This opinion will be unpublished and

may not be cited except as provided by

Minn. Stat. § 480A.08, subd. 3 (1998).






Michael John Dines, petitioner,





Commissioner of Public Safety,



Filed August 8, 2000


Shumaker, Judge


Goodhue County District Court

File No. C8991013




David B. Lundgren, Lundgren & Shearin, 649 Grand Avenue, St. Paul, MN 55105 (for appellant)


Mike Hatch, Attorney General, Max A. Keller, Assistant Attorney General, 525 Park Street, Suite 500, St.
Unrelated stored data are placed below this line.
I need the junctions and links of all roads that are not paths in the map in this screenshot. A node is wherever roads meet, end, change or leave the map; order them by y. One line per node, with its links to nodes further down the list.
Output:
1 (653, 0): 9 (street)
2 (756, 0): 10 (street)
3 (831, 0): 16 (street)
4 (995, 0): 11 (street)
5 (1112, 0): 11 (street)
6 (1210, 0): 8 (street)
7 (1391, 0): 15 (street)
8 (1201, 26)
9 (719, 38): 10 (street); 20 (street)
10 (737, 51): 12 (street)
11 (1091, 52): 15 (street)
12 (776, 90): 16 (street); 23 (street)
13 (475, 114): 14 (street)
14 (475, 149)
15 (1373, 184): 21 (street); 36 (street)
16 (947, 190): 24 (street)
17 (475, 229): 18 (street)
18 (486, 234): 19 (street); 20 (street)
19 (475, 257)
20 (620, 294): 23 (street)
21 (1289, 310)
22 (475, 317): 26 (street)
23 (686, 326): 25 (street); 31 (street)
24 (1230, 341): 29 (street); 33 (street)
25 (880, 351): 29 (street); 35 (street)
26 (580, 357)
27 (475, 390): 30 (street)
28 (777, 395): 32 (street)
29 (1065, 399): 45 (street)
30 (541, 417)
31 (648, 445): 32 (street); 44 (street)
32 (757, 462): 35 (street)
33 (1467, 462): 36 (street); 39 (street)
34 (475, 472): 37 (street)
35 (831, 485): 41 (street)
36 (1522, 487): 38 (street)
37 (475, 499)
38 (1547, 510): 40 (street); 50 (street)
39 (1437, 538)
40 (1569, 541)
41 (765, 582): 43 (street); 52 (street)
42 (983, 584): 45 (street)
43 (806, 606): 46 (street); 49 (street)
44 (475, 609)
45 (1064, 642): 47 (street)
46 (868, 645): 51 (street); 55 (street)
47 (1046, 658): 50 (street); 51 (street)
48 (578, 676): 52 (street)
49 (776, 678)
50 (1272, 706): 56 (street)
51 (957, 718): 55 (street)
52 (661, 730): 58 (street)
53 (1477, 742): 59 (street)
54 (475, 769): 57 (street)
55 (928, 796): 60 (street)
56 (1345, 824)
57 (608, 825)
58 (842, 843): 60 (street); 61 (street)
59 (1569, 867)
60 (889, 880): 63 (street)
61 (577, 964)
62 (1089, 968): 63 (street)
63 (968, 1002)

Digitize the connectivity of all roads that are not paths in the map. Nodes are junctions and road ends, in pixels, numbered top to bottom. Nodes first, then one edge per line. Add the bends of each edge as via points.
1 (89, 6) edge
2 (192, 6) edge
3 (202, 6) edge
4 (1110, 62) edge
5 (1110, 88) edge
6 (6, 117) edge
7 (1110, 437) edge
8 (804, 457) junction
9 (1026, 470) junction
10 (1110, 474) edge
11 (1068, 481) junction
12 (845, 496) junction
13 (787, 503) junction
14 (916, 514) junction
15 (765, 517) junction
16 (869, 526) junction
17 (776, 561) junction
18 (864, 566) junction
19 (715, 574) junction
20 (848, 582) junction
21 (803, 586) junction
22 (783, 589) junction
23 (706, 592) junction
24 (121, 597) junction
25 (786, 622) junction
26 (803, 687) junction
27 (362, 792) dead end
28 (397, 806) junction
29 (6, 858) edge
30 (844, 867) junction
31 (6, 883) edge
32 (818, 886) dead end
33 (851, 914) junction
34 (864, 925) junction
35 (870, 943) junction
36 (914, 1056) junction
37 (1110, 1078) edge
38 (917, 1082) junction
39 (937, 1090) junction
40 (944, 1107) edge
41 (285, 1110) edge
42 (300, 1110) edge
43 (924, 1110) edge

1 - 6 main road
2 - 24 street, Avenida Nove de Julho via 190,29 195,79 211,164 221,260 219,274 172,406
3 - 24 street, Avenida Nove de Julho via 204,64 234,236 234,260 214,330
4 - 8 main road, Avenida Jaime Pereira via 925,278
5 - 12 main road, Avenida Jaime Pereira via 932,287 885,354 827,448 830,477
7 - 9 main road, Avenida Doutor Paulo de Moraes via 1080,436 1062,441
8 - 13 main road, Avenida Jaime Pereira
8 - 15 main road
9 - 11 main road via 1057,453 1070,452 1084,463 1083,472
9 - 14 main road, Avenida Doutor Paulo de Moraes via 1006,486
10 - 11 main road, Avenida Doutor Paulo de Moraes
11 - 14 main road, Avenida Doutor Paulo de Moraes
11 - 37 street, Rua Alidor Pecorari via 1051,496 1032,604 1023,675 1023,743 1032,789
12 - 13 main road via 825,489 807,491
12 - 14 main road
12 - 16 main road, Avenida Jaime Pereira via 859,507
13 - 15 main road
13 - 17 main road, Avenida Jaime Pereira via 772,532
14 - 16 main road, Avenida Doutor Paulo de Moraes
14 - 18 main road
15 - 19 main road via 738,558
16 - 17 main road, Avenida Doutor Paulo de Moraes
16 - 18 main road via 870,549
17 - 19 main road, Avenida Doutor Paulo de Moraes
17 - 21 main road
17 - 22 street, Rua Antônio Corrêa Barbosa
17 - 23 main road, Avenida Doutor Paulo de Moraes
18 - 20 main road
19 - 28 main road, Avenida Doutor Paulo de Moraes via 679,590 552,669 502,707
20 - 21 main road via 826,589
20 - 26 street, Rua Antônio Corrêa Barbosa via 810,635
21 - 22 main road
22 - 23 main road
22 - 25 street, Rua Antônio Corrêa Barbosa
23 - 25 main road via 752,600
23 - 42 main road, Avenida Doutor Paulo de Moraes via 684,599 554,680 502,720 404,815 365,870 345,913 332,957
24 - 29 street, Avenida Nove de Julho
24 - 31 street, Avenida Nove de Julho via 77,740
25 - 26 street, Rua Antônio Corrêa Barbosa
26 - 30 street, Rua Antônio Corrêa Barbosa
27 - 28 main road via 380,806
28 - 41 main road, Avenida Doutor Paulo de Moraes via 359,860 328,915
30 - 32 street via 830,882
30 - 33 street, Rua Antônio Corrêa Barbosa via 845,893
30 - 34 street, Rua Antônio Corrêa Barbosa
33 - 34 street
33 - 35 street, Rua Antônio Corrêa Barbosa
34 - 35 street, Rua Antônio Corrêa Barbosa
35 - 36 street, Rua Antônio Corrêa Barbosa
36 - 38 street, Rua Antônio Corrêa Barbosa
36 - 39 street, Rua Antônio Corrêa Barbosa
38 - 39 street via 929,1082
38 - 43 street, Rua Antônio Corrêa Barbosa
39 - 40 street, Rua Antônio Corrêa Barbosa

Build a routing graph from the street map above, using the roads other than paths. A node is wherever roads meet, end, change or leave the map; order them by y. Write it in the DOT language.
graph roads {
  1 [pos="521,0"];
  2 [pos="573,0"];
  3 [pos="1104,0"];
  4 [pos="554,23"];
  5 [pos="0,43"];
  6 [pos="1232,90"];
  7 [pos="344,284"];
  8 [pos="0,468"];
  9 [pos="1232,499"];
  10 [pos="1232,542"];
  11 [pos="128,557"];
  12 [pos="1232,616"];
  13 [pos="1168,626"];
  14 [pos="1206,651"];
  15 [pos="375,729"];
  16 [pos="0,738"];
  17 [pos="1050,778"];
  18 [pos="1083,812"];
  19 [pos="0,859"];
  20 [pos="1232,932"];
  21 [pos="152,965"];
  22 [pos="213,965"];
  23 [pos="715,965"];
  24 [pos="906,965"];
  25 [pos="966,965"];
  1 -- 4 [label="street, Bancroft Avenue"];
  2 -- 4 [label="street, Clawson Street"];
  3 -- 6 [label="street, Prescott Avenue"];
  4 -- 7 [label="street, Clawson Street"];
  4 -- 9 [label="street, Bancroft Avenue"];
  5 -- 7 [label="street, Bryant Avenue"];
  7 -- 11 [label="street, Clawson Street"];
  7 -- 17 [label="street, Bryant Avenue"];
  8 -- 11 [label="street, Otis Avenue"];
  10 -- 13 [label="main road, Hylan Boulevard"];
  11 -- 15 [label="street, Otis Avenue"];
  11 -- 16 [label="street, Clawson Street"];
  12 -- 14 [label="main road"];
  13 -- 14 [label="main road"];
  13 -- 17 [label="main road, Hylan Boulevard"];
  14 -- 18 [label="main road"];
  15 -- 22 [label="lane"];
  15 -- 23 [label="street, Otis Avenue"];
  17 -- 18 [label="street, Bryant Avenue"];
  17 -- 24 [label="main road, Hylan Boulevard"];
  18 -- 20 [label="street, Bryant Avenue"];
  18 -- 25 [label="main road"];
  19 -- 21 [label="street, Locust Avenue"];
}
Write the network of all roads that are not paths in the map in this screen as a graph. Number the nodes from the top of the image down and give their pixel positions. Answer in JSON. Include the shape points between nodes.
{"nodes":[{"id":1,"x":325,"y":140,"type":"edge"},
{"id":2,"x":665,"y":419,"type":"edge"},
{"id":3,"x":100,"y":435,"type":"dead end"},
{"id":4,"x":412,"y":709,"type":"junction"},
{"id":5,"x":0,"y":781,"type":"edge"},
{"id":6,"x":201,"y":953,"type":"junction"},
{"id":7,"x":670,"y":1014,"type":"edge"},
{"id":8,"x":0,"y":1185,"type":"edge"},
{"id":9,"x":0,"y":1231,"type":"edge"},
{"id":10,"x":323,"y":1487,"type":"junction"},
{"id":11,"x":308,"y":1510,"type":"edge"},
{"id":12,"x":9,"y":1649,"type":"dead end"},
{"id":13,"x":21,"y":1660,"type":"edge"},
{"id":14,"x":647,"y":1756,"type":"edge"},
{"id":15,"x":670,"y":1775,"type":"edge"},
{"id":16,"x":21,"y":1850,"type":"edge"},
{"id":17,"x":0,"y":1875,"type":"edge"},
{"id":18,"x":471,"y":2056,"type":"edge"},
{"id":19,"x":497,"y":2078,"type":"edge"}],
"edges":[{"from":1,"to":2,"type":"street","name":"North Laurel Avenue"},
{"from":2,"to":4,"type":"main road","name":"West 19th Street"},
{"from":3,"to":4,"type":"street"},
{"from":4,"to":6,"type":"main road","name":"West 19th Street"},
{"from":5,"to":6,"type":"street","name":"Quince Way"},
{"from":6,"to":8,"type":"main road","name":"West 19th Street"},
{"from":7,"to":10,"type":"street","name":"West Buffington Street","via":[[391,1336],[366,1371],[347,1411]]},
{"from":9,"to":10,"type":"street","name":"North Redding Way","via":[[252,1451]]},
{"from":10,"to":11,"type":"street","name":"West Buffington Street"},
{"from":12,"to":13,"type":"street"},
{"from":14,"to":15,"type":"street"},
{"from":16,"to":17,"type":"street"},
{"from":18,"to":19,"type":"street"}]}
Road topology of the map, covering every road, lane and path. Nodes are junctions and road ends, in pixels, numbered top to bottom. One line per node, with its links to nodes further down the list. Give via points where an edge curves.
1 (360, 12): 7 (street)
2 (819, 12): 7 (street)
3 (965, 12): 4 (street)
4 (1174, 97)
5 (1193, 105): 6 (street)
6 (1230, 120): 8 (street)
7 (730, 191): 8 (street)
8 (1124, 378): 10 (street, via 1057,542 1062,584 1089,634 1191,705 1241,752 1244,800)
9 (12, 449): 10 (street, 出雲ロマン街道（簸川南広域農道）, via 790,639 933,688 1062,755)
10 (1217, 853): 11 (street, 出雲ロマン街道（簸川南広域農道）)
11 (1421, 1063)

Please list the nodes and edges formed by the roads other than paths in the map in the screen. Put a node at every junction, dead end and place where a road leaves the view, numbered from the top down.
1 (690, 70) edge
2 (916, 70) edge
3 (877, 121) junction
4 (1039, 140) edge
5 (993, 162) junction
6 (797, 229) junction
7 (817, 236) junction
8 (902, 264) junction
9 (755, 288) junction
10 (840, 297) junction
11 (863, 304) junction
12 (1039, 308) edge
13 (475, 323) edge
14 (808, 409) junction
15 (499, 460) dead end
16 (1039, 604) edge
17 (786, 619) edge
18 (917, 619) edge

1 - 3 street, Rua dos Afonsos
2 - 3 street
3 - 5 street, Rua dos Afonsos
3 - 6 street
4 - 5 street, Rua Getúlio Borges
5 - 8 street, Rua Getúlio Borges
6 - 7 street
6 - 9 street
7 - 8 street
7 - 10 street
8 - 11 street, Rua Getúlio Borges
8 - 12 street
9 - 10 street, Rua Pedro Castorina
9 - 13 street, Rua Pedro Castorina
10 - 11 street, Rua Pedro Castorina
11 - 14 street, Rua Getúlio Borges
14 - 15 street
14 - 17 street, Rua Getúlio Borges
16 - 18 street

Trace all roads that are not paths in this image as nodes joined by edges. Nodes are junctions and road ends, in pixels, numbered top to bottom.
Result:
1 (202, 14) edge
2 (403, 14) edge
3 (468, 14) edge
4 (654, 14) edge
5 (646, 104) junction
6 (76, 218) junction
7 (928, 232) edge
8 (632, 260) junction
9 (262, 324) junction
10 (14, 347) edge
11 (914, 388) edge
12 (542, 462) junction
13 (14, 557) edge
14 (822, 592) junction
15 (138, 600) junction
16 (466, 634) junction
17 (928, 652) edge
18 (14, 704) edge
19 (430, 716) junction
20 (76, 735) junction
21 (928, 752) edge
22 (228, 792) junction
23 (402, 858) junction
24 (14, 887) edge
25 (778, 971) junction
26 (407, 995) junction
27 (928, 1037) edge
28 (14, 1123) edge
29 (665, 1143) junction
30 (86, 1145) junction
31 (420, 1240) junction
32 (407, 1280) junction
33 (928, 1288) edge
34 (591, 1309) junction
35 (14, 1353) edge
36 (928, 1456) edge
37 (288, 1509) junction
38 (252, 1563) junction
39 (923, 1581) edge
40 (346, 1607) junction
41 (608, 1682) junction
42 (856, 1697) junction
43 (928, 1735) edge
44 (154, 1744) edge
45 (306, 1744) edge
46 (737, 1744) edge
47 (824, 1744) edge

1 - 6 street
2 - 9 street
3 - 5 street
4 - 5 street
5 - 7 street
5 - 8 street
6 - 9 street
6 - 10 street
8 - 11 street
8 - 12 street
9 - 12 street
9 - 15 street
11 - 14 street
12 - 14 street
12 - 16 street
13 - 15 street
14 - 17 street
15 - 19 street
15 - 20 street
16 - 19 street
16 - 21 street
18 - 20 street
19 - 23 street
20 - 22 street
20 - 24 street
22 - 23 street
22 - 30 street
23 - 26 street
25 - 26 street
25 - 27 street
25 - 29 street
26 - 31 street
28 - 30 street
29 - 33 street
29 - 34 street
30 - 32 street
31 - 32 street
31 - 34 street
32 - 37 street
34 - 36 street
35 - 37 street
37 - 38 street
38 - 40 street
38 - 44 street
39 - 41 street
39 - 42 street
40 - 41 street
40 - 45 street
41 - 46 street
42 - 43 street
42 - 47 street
Paul, MN 55103 (for respondent)



            Considered and decided by Shumaker, Presiding Judge, Schumacher, Judge, and Harten, Judge.




U N P U B L I S H E D   O P I N I O N




Appellant contends that the district court erred in sustaining the implied consent revocation of his driver’s license because the arresting officer read the required advisory ninety minutes before requesting the test, failed to tell him the consequence of refusal, and failed to vindicate his right to counsel.  We affirm.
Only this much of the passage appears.